Not only is it bad enough that New Year’s Eve comes at the end of a year, a most traumatic time for many, usually the last we hear of it is sung to a song written a couple hundred years ago in a language not many understand derived from poems written a couple hundred years earlier still in a language fewer use.  But sing it we do.  Even if we don’t have a clue to what we’re singing.

Somewhere, sometime, somebody translated most of the song.  We don’t know how accurate the translation is but we’ve been singing it that way since Guy Lombardo led his Pennsylvanians into the New Year that was 1930.  The Scottish poet Robert Burns wrote the lyrics as we know them in 1788.  He wrote more 500 poems and this is the one we remember at least once a year.  His inspiration may or may not have come from even earlier songs and poems dating to the 1500s.  Those earlier songs would seem to have or have not themselves inspired by yet even older Scottish folk songs of love and friendship.  It’s odd that even those whose careers rely on interpreting literature can’t agree on what the words mean.  The version Burns put to paper appears to be of friends recently parted.  Some say the lyrics refer to battles fought for king and country and some for God and honor.  Some have interpreted them to speak of a bond among men and some to a relationship between a man and a woman.  And those are of the lyrics we understand.

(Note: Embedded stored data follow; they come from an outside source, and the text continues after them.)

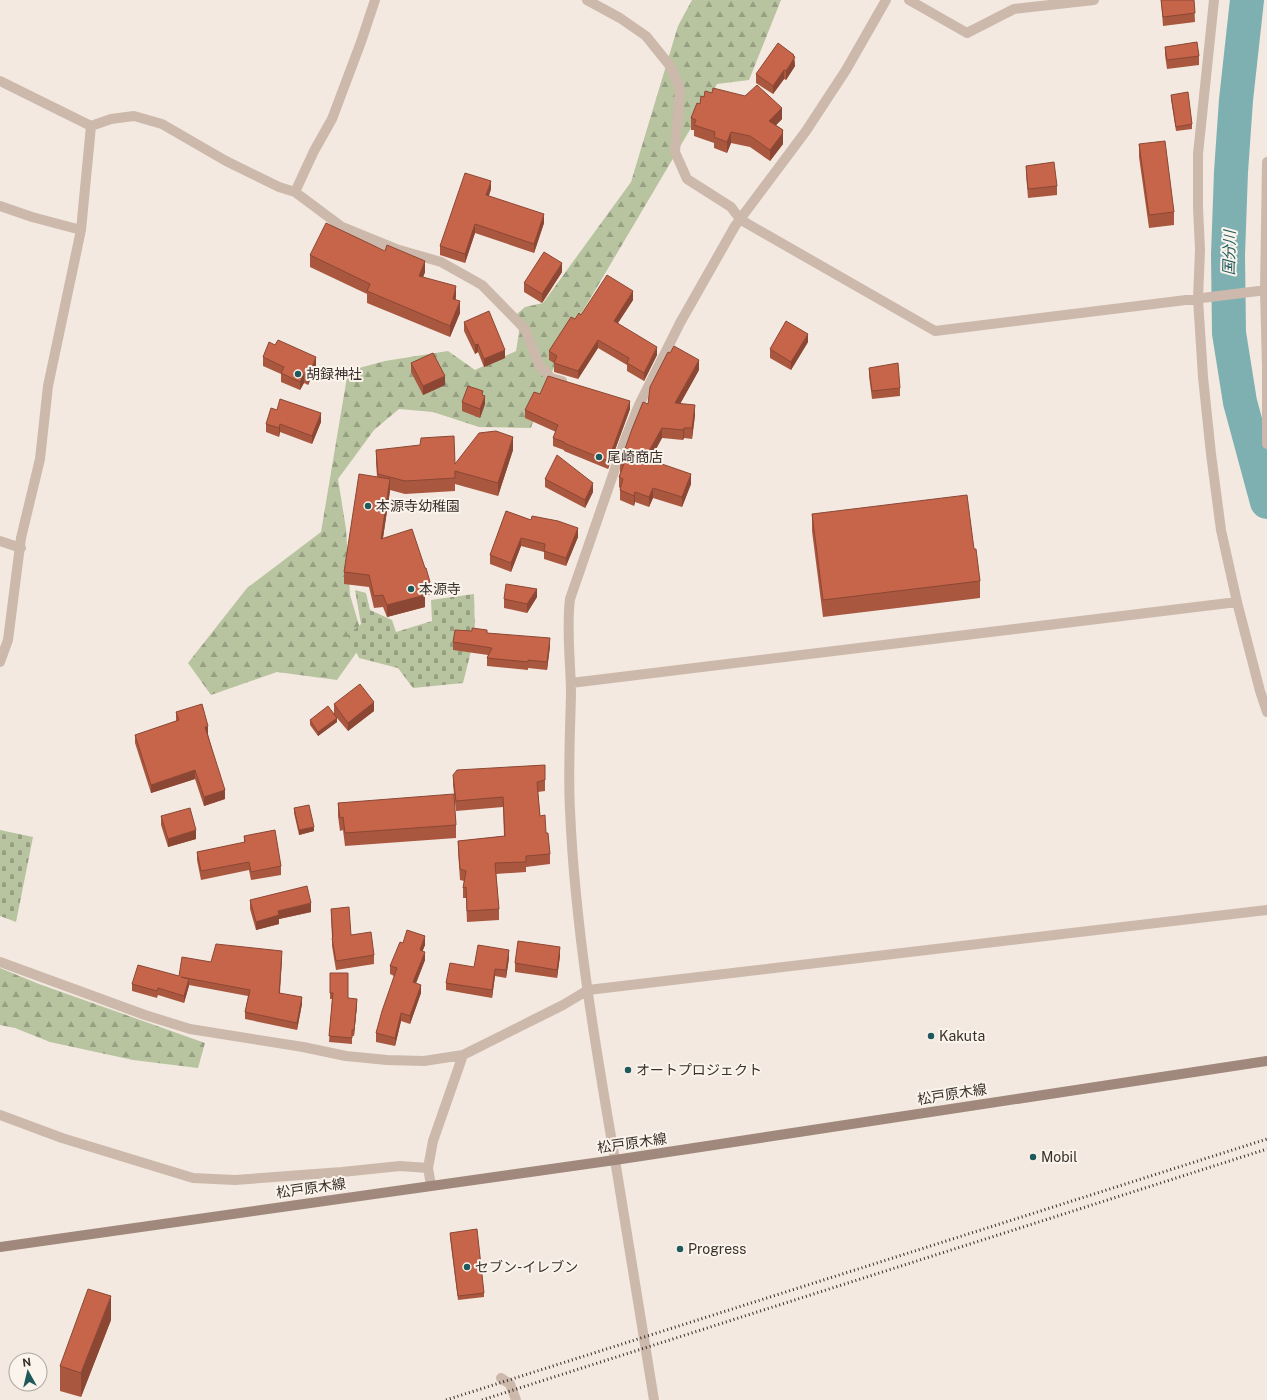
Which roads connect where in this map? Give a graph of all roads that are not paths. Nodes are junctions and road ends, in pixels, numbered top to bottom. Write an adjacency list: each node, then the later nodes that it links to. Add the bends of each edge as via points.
1 (375, 0): 10 (street, via 332,119)
2 (587, 0): 12 (street, via 646,36 671,68 680,90 675,152 688,179 731,207)
3 (886, 0): 12 (street, via 838,83 806,131)
4 (909, 0): 5 (street, via 967,33 1014,9)
5 (1094, 0)
6 (1214, 0): 15 (street, via 1198,154)
7 (0, 82): 8 (street)
8 (91, 126): 10 (street, via 111,119 134,116 162,124 226,161); 13 (street)
9 (1267, 162): 14 (street)
10 (295, 192): 17 (street, via 342,226 396,249 441,262 482,285 525,329 539,365 552,378)
11 (0, 206): 13 (street)
12 (740, 219): 15 (street, via 935,330); 23 (street, via 635,404 570,599 568,614)
13 (81, 230): 20 (street, via 49,379 40,459 21,538)
14 (1266, 290): 15 (street); 16 (street)
15 (1198, 299): 21 (street, via 1213,469 1221,530)
16 (1267, 366): 18 (street)
17 (573, 384)
18 (1267, 444)
19 (0, 542): 20 (street)
20 (21, 548): 22 (street, via 8,640)
21 (1237, 602): 23 (street); 24 (street)
22 (0, 662)
23 (571, 683): 27 (street, via 570,808 575,884)
24 (1267, 712)
25 (1267, 910): 27 (street)
26 (0, 962): 28 (street, via 190,1029 346,1056 386,1060 424,1061)
27 (588, 990): 28 (street); 31 (street)
28 (463, 1056): 32 (street, via 433,1141)
29 (1267, 1061): 31 (main road, 松戸原木線)
30 (0, 1115): 32 (street, via 62,1138 194,1178 235,1180 400,1166)
31 (615, 1160): 33 (main road, 松戸原木線); 37 (street)
32 (428, 1168): 33 (street)
33 (431, 1185): 34 (main road, 松戸原木線)
34 (0, 1247)
35 (501, 1378): 36 (street, via 510,1384)
36 (516, 1400)
37 (654, 1400)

And no wonder there is confusion.  There’s not even consensus of what the title means.  We tried to research what those three little words really are and what they really mean.  The problem with “auld lang syne” is that it sounds suspiciously like English so most people feel they know what the words are and what they mean.  Odd long sign.  All sung high.  Old dang sign.  Old long high.  Odd dang high.  The first four references we checked gave us four different translations:  old long ago, time long past, old times’ sake, and times gone by.  So we gave up.  They mean whatever you want them to mean. 

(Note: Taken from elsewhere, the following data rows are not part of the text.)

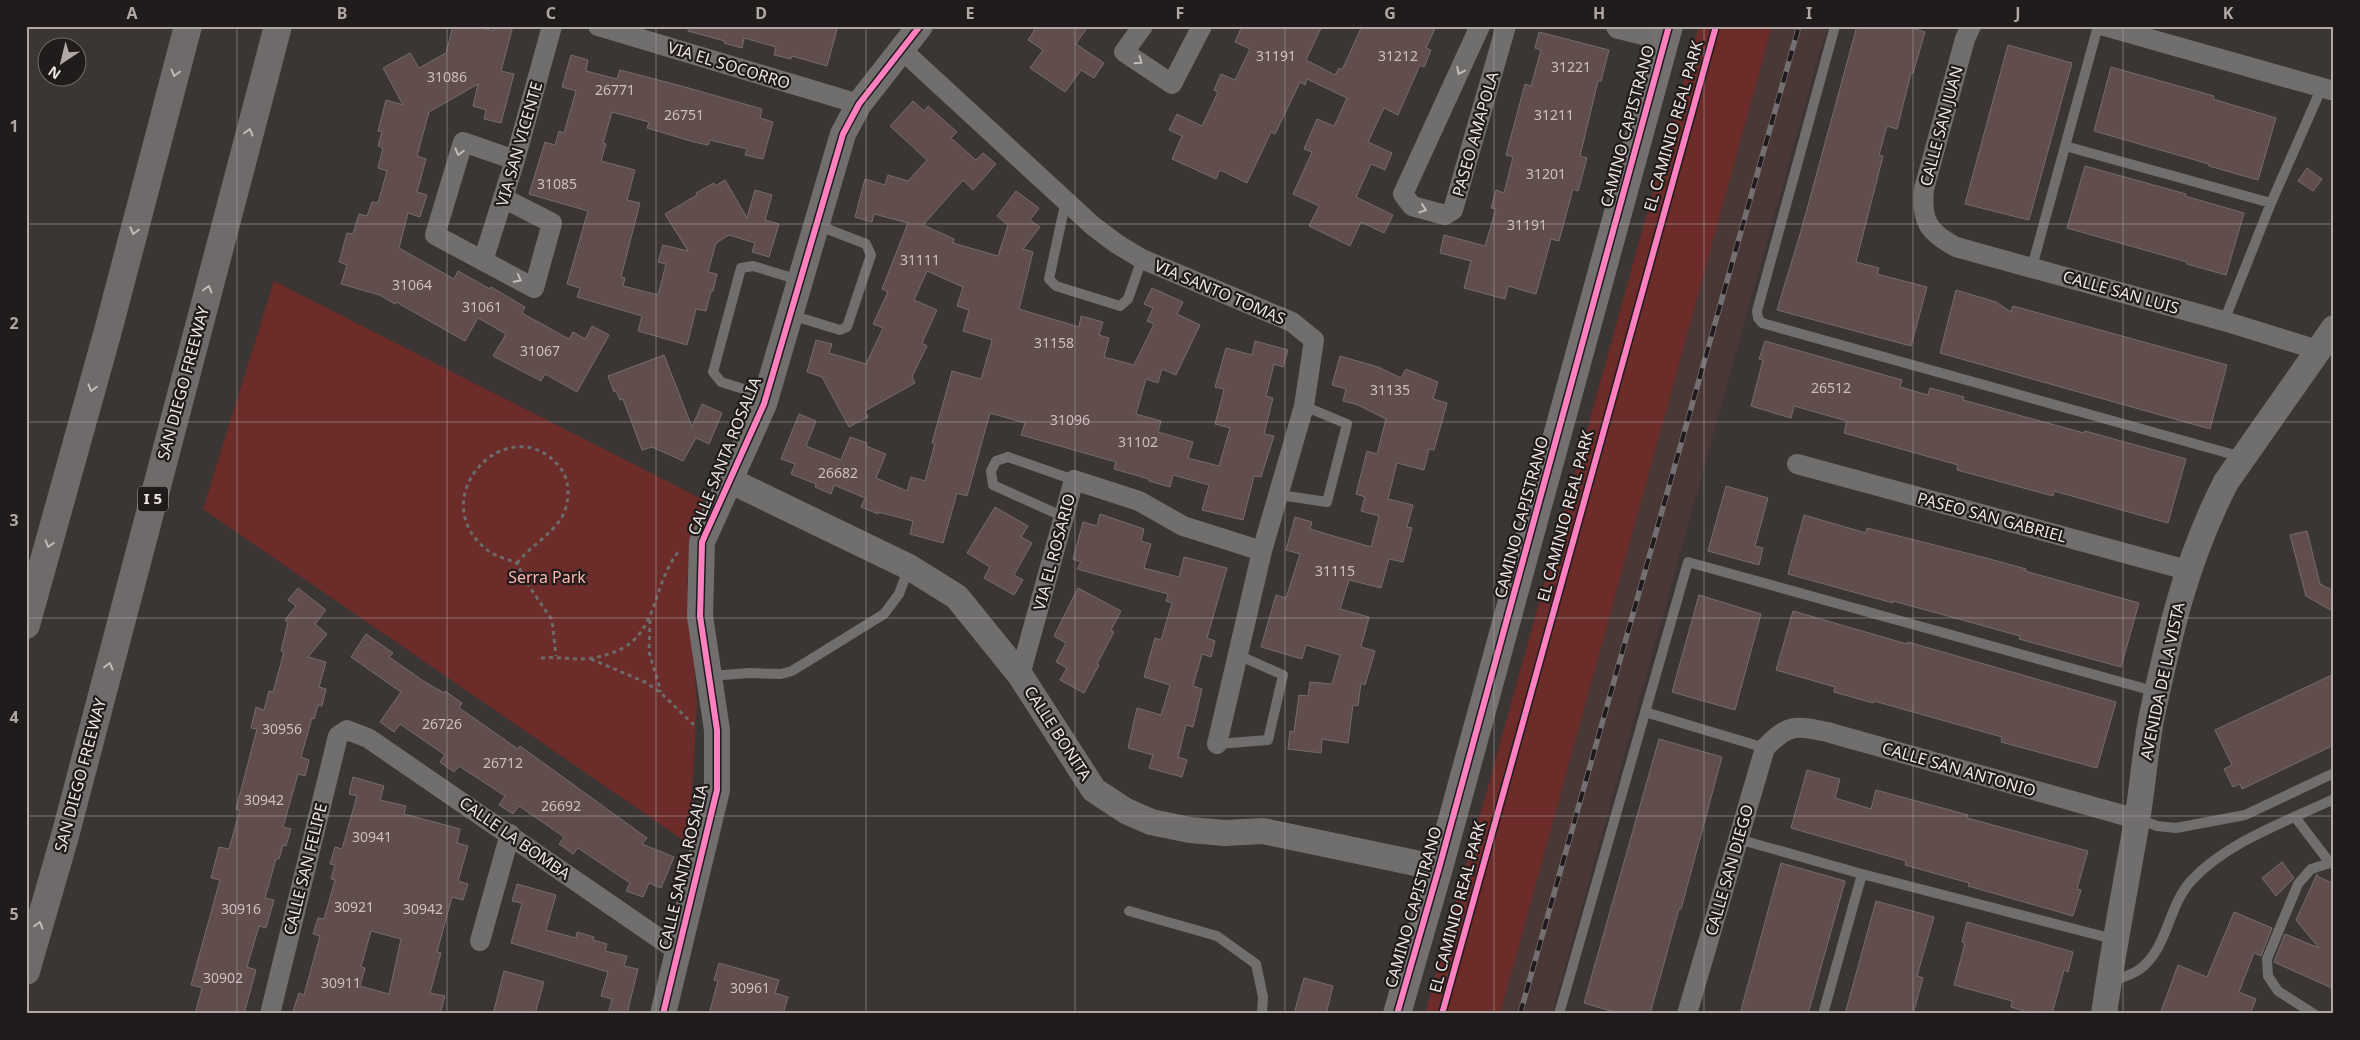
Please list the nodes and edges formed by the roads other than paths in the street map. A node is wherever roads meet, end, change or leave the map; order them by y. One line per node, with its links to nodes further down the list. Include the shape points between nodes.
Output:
1 (188, 26): 45 (highway, one-way to 45)
2 (278, 26): 68 (highway, SAN DIEGO FREEWAY / I 5, one-way to 2, via 70,817)
3 (552, 26): 20 (street, VIA SAN VICENTE)
4 (598, 26): 18 (street, VIA EL SOCORRO)
5 (920, 26): 16 (street, CALLE SANTA ROSALIA)
6 (1143, 26): 7 (street, one-way to 7, via 1124,52 1172,84)
7 (1202, 26)
8 (1480, 26): 9 (street, PASEO AMAPOLA, one-way to 9, via 1403,194 1412,206 1445,216 1453,210)
9 (1506, 26)
10 (1619, 26): 15 (street)
11 (1835, 26): 36 (lane, via 1757,311 1762,324)
12 (1970, 26): 25 (street, CALLE SAN JUAN, via 1924,189 1922,208)
13 (2098, 26): 19 (lane)
14 (2104, 26): 17 (street)
15 (1667, 32): 62 (main road, CAMINO CAPISTRANO)
16 (902, 50): 18 (street, CALLE SANTA ROSALIA); 22 (street, VIA SANTO TOMAS)
17 (2328, 89): 23 (lane)
18 (859, 104): 24 (street, CALLE SANTA ROSALIA, via 843,134)
19 (2065, 146): 23 (lane); 28 (lane)
20 (515, 160): 21 (street, VIA SAN VICENTE); 27 (street, one-way to 27, via 462,142 435,235)
21 (503, 198): 27 (street, VIA SAN VICENTE); 27 (street, one-way to 21, via 534,288 552,223)
22 (1066, 200): 26 (street, VIA SANTO TOMAS, via 1101,232); 26 (lane, via 1049,279 1056,286 1120,306 1128,299)
23 (2271, 203): 31 (lane)
24 (816, 225): 29 (street, CALLE SANTA ROSALIA); 30 (lane, via 866,244 871,255 847,326 840,330)
25 (1929, 226): 28 (street, CALLE SAN LUIS, via 1939,238 1956,246)
26 (1142, 259): 35 (street, VIA SANTO TOMAS, via 1292,322 1314,340)
27 (483, 261)
28 (2032, 267): 31 (street, CALLE SAN LUIS)
29 (800, 280): 30 (street, CALLE SANTA ROSALIA); 34 (lane, via 753,266 741,268 733,291 713,372 721,382)
30 (790, 315): 34 (street, CALLE SANTA ROSALIA)
31 (2224, 321): 33 (street, CALLE SAN LUIS)
32 (2334, 328): 33 (street, AVENIDA DE LA VISTA)
33 (2318, 350): 36 (street, AVENIDA DE LA VISTA)
34 (766, 396): 38 (street, CALLE SANTA ROSALIA)
35 (1304, 406): 40 (street, VIA SANTO TOMAS); 40 (lane, via 1347,424 1327,502)
36 (2243, 458): 44 (street, AVENIDA DE LA VISTA, via 2212,509)
37 (1797, 464): 44 (street, PASEO SAN GABRIEL)
38 (729, 480): 43 (street, CALLE BONITA); 48 (street, CALLE SANTA ROSALIA, via 702,542 700,616)
39 (1074, 480): 41 (street, VIA EL ROSARIO); 41 (lane, via 1008,457 996,461 991,471 993,485); 42 (street, VIA EL ROSARIO, via 1139,501 1183,526)
40 (1280, 495): 42 (street, VIA SANTO TOMAS)
41 (1064, 517): 47 (street, VIA EL ROSARIO)
42 (1262, 550): 46 (street, VIA SANTO TOMAS)
43 (909, 567): 47 (street, CALLE BONITA, via 957,597); 48 (lane, via 899,594 884,614 792,671)
44 (2187, 570): 49 (street, AVENIDA DE LA VISTA, via 2168,637)
45 (26, 625)
46 (1238, 655): 53 (street, VIA SANTO TOMAS); 53 (lane, via 1283,675 1268,740)
47 (1020, 675): 62 (street, CALLE BONITA, via 1094,790 1126,811 1151,822 1190,830 1225,833 1263,831)
48 (709, 676): 67 (street, CALLE SANTA ROSALIA, via 717,730 717,790)
49 (2158, 692): 50 (lane, via 1688,562); 58 (street, AVENIDA DE LA VISTA)
50 (1645, 712): 54 (lane); 74 (lane)
51 (347, 730): 59 (street, CALLE LA BOMBA, via 368,738); 70 (street, CALLE SAN FELIPE, via 338,736)
52 (1780, 732): 54 (street, CALLE SAN DIEGO); 58 (street, CALLE SAN ANTONIO, via 1802,726 1827,732)
53 (1217, 744)
54 (1765, 748): 60 (street, CALLE SAN DIEGO)
55 (2334, 773): 58 (lane, via 2245,815 2176,828)
56 (2334, 799): 57 (lane)
57 (2296, 817): 61 (lane); 69 (lane, via 2225,851 2191,881 2179,898 2152,958 2138,971)
58 (2137, 819): 65 (street, AVENIDA DE LA VISTA)
59 (510, 834): 66 (street); 67 (street, CALLE LA BOMBA)
60 (1738, 839): 63 (lane); 75 (street, CALLE SAN DIEGO)
61 (2332, 863): 78 (lane, via 2311,869 2298,884 2267,959 2268,976 2278,991)
62 (1439, 868): 73 (main road, CAMINO CAPISTRANO)
63 (1862, 874): 65 (lane); 76 (lane)
64 (1129, 911): 72 (lane, via 1217,936 1256,964 1263,998)
65 (2116, 940): 69 (street, AVENIDA DE LA VISTA)
66 (480, 941)
67 (679, 952): 71 (street, CALLE SANTA ROSALIA)
68 (26, 972)
69 (2108, 983): 77 (street, AVENIDA DE LA VISTA)
70 (270, 1014)
71 (662, 1014)
72 (1262, 1014)
73 (1396, 1014)
74 (1559, 1014)
75 (1687, 1014)
76 (1823, 1014)
77 (2104, 1014)
78 (2314, 1014)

We take them to mean that one should remember the year just ending and wish every friendship grows a year older by the end of next year.  The memory of every moment spent is a gift for the moments yet to come.  Every day gone by is an opportunity to welcome a new day.

Should old acquaintance be forgot? 
Oh dear let’s never mind. 
We’ll beg a cup the kind you brought
and pay you back some other time.

Hey, Happy New Year!

Now, that’s what we think.  Really.  How ‘bout you?